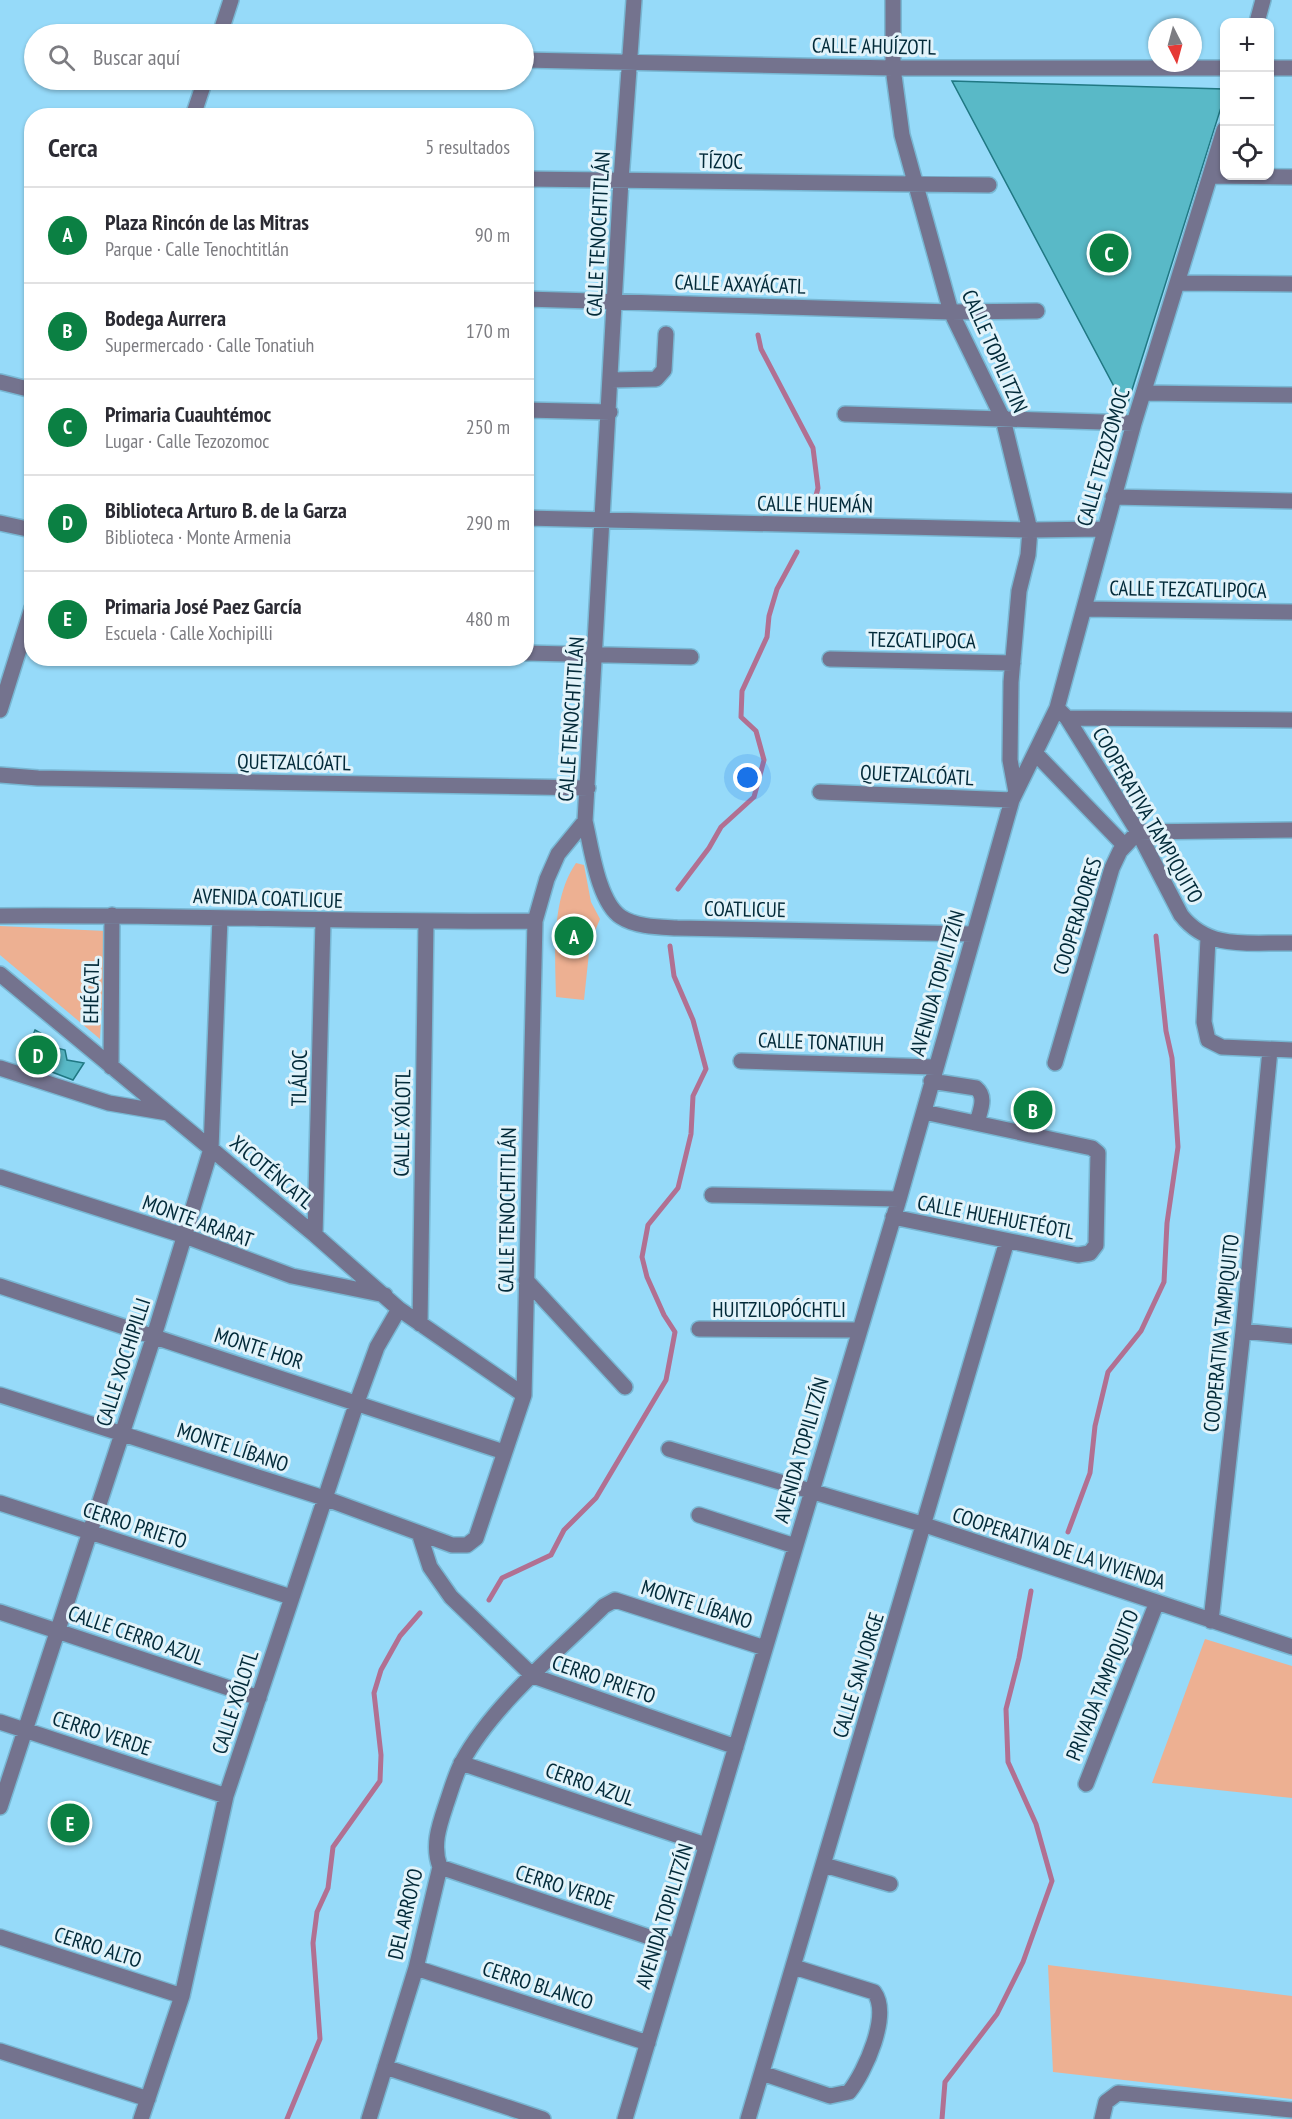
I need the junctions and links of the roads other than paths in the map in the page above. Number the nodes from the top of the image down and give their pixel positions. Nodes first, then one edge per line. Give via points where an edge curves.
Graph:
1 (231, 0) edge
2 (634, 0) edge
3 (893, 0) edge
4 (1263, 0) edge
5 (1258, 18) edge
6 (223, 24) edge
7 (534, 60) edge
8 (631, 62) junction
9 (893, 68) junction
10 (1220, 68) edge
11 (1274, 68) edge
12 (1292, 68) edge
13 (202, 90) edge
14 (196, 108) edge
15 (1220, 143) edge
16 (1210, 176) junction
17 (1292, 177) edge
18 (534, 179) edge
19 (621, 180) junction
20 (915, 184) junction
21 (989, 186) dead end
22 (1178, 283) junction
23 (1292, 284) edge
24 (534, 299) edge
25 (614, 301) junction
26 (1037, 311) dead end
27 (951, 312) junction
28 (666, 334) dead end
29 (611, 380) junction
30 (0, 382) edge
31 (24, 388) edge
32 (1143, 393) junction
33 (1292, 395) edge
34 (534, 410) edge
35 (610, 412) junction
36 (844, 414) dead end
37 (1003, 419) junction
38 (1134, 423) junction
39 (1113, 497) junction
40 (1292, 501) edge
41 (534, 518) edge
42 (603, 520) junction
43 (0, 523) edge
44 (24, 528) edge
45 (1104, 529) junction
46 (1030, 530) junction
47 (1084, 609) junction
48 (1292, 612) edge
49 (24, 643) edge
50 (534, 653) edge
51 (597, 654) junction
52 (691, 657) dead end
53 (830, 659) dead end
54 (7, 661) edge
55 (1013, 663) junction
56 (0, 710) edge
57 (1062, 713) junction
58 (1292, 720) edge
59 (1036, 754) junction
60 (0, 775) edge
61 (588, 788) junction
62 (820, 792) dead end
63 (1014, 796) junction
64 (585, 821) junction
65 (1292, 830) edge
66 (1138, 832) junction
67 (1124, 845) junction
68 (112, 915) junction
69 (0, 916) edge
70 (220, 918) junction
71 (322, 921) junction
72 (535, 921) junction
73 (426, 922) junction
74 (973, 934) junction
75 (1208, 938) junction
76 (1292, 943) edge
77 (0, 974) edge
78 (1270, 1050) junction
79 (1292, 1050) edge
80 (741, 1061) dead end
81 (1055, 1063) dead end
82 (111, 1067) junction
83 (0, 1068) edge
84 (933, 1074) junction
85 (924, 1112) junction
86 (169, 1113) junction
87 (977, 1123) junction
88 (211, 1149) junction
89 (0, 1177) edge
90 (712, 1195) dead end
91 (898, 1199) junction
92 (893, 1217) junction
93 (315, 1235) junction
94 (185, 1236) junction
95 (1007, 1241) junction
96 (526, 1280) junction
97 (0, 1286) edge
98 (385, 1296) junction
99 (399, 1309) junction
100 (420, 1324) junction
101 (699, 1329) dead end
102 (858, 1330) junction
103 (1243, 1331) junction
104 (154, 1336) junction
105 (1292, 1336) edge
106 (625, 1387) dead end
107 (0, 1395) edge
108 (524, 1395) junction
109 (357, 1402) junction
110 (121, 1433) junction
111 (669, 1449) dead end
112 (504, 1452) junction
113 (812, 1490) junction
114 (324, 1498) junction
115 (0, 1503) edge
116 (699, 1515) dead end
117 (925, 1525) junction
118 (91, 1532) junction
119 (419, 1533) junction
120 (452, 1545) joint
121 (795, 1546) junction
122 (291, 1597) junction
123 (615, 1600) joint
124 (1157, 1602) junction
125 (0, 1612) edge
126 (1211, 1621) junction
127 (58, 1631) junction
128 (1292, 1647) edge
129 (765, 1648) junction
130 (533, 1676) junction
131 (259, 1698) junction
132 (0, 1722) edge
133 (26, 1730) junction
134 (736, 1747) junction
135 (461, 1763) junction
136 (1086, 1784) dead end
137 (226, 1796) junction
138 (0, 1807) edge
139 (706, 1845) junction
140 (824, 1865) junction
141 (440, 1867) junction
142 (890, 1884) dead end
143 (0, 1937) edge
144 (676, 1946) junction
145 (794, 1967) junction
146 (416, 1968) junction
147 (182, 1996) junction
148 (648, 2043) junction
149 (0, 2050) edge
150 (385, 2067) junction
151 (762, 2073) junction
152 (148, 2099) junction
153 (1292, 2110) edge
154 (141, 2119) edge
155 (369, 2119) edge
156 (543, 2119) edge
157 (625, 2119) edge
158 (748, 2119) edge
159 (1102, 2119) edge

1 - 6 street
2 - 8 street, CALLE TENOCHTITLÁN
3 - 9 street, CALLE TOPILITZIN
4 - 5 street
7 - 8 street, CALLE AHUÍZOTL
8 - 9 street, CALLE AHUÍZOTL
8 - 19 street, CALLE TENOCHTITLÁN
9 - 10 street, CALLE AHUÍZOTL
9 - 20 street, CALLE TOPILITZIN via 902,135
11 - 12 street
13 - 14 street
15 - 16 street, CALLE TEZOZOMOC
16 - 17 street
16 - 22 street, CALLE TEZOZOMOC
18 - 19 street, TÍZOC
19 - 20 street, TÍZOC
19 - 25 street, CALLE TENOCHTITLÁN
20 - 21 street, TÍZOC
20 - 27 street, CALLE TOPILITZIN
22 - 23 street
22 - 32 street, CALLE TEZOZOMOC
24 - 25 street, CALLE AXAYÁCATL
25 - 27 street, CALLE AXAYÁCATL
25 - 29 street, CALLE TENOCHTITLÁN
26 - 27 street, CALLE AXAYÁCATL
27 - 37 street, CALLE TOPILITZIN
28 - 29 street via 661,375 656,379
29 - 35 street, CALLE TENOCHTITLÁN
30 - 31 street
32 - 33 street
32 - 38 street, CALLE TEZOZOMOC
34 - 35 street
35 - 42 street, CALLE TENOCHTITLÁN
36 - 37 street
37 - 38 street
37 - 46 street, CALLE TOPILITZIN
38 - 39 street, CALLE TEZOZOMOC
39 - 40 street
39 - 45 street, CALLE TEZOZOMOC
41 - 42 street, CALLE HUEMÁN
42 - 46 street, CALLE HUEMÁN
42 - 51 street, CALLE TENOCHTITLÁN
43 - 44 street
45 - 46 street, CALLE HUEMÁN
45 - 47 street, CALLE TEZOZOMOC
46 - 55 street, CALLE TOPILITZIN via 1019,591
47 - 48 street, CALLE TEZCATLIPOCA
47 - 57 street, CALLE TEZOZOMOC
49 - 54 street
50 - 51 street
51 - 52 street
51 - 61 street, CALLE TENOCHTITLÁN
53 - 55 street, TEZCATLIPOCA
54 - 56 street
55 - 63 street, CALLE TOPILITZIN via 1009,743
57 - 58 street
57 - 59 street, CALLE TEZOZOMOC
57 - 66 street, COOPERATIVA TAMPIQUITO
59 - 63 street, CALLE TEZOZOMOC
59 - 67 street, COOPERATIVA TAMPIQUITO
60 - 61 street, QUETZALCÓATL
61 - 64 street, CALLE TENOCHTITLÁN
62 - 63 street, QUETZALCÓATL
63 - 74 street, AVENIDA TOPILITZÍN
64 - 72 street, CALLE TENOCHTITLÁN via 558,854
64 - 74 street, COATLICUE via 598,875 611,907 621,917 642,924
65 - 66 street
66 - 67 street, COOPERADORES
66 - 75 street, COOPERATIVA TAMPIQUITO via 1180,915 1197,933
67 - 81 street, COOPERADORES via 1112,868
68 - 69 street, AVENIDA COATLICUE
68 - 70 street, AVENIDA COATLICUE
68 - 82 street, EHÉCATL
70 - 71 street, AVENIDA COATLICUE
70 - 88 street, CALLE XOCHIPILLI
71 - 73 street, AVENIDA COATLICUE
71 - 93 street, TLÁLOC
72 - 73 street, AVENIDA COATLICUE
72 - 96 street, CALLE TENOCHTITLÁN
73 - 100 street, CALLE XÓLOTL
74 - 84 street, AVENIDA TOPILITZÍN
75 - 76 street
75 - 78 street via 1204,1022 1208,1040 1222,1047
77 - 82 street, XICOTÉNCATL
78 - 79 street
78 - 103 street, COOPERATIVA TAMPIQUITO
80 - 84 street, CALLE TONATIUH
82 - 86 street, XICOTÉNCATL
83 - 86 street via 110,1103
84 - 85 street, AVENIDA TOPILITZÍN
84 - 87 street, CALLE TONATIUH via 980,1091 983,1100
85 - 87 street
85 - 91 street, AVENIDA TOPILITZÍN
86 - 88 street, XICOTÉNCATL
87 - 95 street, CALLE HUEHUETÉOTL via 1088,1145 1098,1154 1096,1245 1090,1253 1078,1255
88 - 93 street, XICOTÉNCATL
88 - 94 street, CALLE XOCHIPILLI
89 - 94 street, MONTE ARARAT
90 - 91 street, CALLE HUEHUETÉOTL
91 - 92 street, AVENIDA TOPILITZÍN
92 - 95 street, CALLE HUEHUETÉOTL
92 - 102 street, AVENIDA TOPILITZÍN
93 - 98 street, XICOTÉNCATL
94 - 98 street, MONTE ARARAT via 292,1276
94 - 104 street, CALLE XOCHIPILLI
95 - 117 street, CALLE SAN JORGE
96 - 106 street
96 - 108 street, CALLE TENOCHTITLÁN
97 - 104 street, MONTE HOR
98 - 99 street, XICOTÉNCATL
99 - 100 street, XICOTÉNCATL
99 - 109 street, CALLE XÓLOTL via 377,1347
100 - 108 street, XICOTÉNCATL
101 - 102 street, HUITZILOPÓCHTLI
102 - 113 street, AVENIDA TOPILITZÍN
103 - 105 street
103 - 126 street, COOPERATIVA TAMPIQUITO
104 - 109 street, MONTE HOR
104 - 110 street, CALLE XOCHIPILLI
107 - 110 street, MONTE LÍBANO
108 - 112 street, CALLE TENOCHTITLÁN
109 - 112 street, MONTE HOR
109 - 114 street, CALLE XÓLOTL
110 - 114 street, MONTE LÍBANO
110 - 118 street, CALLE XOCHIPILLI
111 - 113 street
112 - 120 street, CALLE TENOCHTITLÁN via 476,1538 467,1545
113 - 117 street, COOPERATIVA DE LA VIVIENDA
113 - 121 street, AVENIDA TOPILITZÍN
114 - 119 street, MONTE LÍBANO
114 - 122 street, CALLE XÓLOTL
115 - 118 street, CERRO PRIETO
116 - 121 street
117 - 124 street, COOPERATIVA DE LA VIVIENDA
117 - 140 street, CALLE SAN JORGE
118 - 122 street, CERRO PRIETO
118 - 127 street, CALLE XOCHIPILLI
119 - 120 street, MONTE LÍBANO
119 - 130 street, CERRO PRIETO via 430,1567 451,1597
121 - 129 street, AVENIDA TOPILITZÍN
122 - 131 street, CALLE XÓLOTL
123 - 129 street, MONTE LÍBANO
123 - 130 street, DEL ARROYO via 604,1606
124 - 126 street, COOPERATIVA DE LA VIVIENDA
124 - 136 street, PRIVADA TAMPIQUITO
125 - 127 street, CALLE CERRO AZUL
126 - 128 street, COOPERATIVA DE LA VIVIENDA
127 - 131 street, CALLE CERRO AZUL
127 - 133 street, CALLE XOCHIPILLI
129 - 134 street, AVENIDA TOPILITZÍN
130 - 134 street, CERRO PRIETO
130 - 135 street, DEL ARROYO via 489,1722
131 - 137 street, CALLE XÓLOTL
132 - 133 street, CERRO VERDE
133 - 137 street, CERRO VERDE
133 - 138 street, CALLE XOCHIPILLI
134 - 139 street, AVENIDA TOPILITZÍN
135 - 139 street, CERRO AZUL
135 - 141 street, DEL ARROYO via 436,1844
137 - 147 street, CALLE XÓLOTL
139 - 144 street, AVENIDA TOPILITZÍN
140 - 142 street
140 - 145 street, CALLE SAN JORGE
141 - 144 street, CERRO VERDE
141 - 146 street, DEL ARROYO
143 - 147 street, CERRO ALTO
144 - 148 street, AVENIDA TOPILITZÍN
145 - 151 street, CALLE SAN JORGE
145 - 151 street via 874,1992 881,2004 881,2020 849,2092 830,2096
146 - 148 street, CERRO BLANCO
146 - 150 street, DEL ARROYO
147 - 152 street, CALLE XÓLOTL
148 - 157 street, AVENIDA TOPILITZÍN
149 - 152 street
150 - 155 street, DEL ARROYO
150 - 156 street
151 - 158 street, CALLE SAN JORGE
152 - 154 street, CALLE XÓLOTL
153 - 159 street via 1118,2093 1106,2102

→ Assignment: Scan the records for the string "JORGE" and report each line where it occurs.

→ Response box:
95 - 117 street, CALLE SAN JORGE
117 - 140 street, CALLE SAN JORGE
140 - 145 street, CALLE SAN JORGE
145 - 151 street, CALLE SAN JORGE
151 - 158 street, CALLE SAN JORGE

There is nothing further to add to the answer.